Entonces comprendí cómo había logrado mi padre ocultarle a mi madre la documentación necesaria para emigrar: se la habían enviado a su casa. También comprendí por qué no le había pasado pensión de manutención, y por qué no había fotos de la boda; no era, como había asegurado mi madre, porque se hubieran perdido las fotos, sino porque no había habido boda.

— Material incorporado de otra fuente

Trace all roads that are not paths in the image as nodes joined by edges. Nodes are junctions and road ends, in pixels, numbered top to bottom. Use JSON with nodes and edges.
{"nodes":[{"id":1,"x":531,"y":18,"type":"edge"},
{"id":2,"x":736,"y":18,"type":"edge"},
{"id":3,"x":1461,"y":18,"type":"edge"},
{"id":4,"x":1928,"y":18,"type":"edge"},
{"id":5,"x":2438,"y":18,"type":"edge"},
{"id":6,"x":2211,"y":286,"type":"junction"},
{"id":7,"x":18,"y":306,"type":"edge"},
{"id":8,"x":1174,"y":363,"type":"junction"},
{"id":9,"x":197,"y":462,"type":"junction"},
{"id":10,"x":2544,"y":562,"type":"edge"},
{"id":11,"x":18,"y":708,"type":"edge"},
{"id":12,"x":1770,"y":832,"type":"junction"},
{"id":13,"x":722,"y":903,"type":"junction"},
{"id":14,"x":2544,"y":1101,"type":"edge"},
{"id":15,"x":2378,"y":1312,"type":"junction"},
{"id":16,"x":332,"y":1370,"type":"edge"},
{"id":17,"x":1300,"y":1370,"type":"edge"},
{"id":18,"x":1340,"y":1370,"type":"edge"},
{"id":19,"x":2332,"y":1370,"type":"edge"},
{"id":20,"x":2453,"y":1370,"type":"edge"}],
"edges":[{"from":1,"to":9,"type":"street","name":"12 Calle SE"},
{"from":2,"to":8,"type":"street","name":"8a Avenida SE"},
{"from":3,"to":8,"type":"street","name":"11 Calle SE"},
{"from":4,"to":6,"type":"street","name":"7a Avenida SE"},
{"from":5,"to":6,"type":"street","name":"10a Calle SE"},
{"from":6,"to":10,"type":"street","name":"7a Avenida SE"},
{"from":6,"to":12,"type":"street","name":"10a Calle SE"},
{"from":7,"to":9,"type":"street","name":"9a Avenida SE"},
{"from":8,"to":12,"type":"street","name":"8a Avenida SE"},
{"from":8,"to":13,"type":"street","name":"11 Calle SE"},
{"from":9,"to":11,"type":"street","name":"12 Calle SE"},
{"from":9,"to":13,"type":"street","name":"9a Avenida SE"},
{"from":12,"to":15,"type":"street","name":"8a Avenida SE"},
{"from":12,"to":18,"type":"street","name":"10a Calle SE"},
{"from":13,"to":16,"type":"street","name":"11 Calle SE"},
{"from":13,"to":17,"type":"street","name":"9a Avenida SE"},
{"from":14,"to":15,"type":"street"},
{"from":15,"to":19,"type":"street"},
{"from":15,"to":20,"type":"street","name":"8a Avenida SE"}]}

Por último, comprendí el verdadero motivo por el cual nunca podíamos irnos una semana de vacaciones con mi padre: él había sido incapaz de separarse de su esposa y su hija durante más de tres días.

Mi madre había invertido el triángulo amoroso con una sutileza tremenda y, en ocasiones, con audacia.

«Ay, sí, habría sido muy tierno. ¿Te imaginas a las hijas de la esposa y la amante jugando juntas en el parque? ¿Eh? ¿Te gustaría que te pasara eso, Ella…?».

Me maravillé ante su complejidad mental; o tal vez hubiera llegado a convencerse de que sí había estado casada con mi padre, y eso era lo que le había permitido mantener la pantomima con semejante vehemencia.

«¡Era yo!… ¡Yo era la parte agraviada!».

Mientras bajaba las escaleras con desgana para ir a la cama, pensé en la aparente familiaridad que mostraba mi madre con las frustraciones de ser amante. En ese punto, ahora me daba cuenta, era en el único en que había patinado la creación de su personaje. Con frecuencia le advertía a Chloë que los hombres casados «jamás» dejaban a sus esposas. Aunque era muy raro que ella dijera eso, teniendo en cuenta que, en teoría, a ella la había abandonado su marido. Y sobre todo, comprendí por qué mamá la había tomado con Max: no porque hubiera engañado a su mujer, sino porque había seguido viviendo con su esposa, igual que había decidido hacer John.

«Me hablaba de la casa tan fabulosa que íbamos a comprar, y de la vida que compartiríamos, de las vacaciones que haríamos, cuando todo ese tiempo…».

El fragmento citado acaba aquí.